▶ TASK OBJECTIVE:
For each entry in the listing, produce an exact copy.

##### TASK INPUTS

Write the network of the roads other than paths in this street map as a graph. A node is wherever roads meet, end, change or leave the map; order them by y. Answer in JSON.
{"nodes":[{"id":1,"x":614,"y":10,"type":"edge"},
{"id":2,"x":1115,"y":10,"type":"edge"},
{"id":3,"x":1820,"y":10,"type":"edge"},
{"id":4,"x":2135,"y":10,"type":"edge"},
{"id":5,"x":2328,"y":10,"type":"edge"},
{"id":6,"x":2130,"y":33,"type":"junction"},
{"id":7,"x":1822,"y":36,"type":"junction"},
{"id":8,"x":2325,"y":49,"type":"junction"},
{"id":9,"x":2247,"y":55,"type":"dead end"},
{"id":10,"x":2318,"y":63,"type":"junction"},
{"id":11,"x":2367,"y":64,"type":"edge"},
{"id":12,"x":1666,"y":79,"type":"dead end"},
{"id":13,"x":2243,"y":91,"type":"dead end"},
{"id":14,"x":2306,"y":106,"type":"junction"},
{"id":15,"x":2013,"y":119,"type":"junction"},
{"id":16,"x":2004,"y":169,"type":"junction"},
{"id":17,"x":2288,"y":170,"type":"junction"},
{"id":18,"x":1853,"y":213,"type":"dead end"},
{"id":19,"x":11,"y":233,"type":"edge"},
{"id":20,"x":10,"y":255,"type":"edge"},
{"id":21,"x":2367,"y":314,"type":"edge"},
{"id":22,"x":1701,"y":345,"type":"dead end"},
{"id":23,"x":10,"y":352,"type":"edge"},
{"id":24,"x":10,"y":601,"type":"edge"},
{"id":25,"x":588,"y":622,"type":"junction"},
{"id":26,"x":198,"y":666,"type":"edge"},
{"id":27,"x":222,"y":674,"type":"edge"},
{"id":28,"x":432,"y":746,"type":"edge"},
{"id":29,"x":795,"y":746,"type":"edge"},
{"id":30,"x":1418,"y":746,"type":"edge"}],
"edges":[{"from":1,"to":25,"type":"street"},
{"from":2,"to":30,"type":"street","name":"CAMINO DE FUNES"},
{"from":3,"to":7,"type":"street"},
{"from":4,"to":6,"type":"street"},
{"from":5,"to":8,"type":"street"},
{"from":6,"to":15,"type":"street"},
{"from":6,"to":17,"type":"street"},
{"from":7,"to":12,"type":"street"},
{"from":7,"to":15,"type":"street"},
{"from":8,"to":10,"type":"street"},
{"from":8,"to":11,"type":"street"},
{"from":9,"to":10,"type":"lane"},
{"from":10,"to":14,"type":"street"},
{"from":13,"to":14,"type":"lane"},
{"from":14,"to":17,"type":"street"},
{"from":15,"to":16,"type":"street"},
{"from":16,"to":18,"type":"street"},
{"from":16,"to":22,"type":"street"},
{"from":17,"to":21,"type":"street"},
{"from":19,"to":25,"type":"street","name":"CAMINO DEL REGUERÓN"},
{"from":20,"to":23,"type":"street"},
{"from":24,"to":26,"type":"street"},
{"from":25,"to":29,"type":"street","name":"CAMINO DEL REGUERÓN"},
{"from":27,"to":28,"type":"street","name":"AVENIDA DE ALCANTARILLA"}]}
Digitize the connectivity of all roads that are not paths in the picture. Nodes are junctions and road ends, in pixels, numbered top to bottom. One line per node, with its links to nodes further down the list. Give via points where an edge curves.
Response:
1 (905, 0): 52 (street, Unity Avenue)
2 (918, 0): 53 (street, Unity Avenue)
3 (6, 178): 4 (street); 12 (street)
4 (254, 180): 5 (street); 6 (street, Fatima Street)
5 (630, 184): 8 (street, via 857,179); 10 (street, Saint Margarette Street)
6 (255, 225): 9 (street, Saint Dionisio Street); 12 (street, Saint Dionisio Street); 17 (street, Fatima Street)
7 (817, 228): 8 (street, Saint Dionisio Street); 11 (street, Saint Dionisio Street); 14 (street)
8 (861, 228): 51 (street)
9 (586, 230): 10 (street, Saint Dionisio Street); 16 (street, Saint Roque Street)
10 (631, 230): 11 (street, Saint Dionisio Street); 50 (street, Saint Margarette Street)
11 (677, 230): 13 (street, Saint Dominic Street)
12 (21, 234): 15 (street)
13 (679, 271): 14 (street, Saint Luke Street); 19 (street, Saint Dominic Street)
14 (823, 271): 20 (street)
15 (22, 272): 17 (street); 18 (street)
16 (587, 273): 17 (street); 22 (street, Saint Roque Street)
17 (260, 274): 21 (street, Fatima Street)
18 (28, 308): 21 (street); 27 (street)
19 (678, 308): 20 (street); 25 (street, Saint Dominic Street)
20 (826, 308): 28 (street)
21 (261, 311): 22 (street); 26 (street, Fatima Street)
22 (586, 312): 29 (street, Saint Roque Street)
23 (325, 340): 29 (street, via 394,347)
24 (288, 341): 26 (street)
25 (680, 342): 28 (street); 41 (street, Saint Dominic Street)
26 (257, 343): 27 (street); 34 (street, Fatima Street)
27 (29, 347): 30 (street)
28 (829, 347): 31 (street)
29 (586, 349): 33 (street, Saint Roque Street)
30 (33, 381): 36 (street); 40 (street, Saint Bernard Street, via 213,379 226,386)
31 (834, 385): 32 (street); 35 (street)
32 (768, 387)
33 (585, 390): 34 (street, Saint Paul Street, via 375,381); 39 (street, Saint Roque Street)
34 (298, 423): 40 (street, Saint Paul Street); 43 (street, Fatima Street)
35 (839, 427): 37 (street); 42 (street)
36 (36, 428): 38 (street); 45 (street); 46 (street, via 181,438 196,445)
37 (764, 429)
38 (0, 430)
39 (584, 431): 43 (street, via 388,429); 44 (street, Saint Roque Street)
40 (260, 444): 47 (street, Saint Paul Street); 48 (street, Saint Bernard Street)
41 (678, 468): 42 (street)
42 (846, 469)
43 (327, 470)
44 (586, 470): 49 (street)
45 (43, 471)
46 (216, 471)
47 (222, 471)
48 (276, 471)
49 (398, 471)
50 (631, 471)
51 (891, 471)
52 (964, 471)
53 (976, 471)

##########

▶ FINAL ANSWER:
Write the network of the roads other than paths in this street map as a graph. A node is wherever roads meet, end, change or leave the map; order them by y. Answer in JSON.
{"nodes":[{"id":1,"x":614,"y":10,"type":"edge"},
{"id":2,"x":1115,"y":10,"type":"edge"},
{"id":3,"x":1820,"y":10,"type":"edge"},
{"id":4,"x":2135,"y":10,"type":"edge"},
{"id":5,"x":2328,"y":10,"type":"edge"},
{"id":6,"x":2130,"y":33,"type":"junction"},
{"id":7,"x":1822,"y":36,"type":"junction"},
{"id":8,"x":2325,"y":49,"type":"junction"},
{"id":9,"x":2247,"y":55,"type":"dead end"},
{"id":10,"x":2318,"y":63,"type":"junction"},
{"id":11,"x":2367,"y":64,"type":"edge"},
{"id":12,"x":1666,"y":79,"type":"dead end"},
{"id":13,"x":2243,"y":91,"type":"dead end"},
{"id":14,"x":2306,"y":106,"type":"junction"},
{"id":15,"x":2013,"y":119,"type":"junction"},
{"id":16,"x":2004,"y":169,"type":"junction"},
{"id":17,"x":2288,"y":170,"type":"junction"},
{"id":18,"x":1853,"y":213,"type":"dead end"},
{"id":19,"x":11,"y":233,"type":"edge"},
{"id":20,"x":10,"y":255,"type":"edge"},
{"id":21,"x":2367,"y":314,"type":"edge"},
{"id":22,"x":1701,"y":345,"type":"dead end"},
{"id":23,"x":10,"y":352,"type":"edge"},
{"id":24,"x":10,"y":601,"type":"edge"},
{"id":25,"x":588,"y":622,"type":"junction"},
{"id":26,"x":198,"y":666,"type":"edge"},
{"id":27,"x":222,"y":674,"type":"edge"},
{"id":28,"x":432,"y":746,"type":"edge"},
{"id":29,"x":795,"y":746,"type":"edge"},
{"id":30,"x":1418,"y":746,"type":"edge"}],
"edges":[{"from":1,"to":25,"type":"street"},
{"from":2,"to":30,"type":"street","name":"CAMINO DE FUNES"},
{"from":3,"to":7,"type":"street"},
{"from":4,"to":6,"type":"street"},
{"from":5,"to":8,"type":"street"},
{"from":6,"to":15,"type":"street"},
{"from":6,"to":17,"type":"street"},
{"from":7,"to":12,"type":"street"},
{"from":7,"to":15,"type":"street"},
{"from":8,"to":10,"type":"street"},
{"from":8,"to":11,"type":"street"},
{"from":9,"to":10,"type":"lane"},
{"from":10,"to":14,"type":"street"},
{"from":13,"to":14,"type":"lane"},
{"from":14,"to":17,"type":"street"},
{"from":15,"to":16,"type":"street"},
{"from":16,"to":18,"type":"street"},
{"from":16,"to":22,"type":"street"},
{"from":17,"to":21,"type":"street"},
{"from":19,"to":25,"type":"street","name":"CAMINO DEL REGUERÓN"},
{"from":20,"to":23,"type":"street"},
{"from":24,"to":26,"type":"street"},
{"from":25,"to":29,"type":"street","name":"CAMINO DEL REGUERÓN"},
{"from":27,"to":28,"type":"street","name":"AVENIDA DE ALCANTARILLA"}]}
Digitize the connectivity of all roads that are not paths in the picture. Nodes are junctions and road ends, in pixels, numbered top to bottom. One line per node, with its links to nodes further down the list. Give via points where an edge curves.
Response:
1 (905, 0): 52 (street, Unity Avenue)
2 (918, 0): 53 (street, Unity Avenue)
3 (6, 178): 4 (street); 12 (street)
4 (254, 180): 5 (street); 6 (street, Fatima Street)
5 (630, 184): 8 (street, via 857,179); 10 (street, Saint Margarette Street)
6 (255, 225): 9 (street, Saint Dionisio Street); 12 (street, Saint Dionisio Street); 17 (street, Fatima Street)
7 (817, 228): 8 (street, Saint Dionisio Street); 11 (street, Saint Dionisio Street); 14 (street)
8 (861, 228): 51 (street)
9 (586, 230): 10 (street, Saint Dionisio Street); 16 (street, Saint Roque Street)
10 (631, 230): 11 (street, Saint Dionisio Street); 50 (street, Saint Margarette Street)
11 (677, 230): 13 (street, Saint Dominic Street)
12 (21, 234): 15 (street)
13 (679, 271): 14 (street, Saint Luke Street); 19 (street, Saint Dominic Street)
14 (823, 271): 20 (street)
15 (22, 272): 17 (street); 18 (street)
16 (587, 273): 17 (street); 22 (street, Saint Roque Street)
17 (260, 274): 21 (street, Fatima Street)
18 (28, 308): 21 (street); 27 (street)
19 (678, 308): 20 (street); 25 (street, Saint Dominic Street)
20 (826, 308): 28 (street)
21 (261, 311): 22 (street); 26 (street, Fatima Street)
22 (586, 312): 29 (street, Saint Roque Street)
23 (325, 340): 29 (street, via 394,347)
24 (288, 341): 26 (street)
25 (680, 342): 28 (street); 41 (street, Saint Dominic Street)
26 (257, 343): 27 (street); 34 (street, Fatima Street)
27 (29, 347): 30 (street)
28 (829, 347): 31 (street)
29 (586, 349): 33 (street, Saint Roque Street)
30 (33, 381): 36 (street); 40 (street, Saint Bernard Street, via 213,379 226,386)
31 (834, 385): 32 (street); 35 (street)
32 (768, 387)
33 (585, 390): 34 (street, Saint Paul Street, via 375,381); 39 (street, Saint Roque Street)
34 (298, 423): 40 (street, Saint Paul Street); 43 (street, Fatima Street)
35 (839, 427): 37 (street); 42 (street)
36 (36, 428): 38 (street); 45 (street); 46 (street, via 181,438 196,445)
37 (764, 429)
38 (0, 430)
39 (584, 431): 43 (street, via 388,429); 44 (street, Saint Roque Street)
40 (260, 444): 47 (street, Saint Paul Street); 48 (street, Saint Bernard Street)
41 (678, 468): 42 (street)
42 (846, 469)
43 (327, 470)
44 (586, 470): 49 (street)
45 (43, 471)
46 (216, 471)
47 (222, 471)
48 (276, 471)
49 (398, 471)
50 (631, 471)
51 (891, 471)
52 (964, 471)
53 (976, 471)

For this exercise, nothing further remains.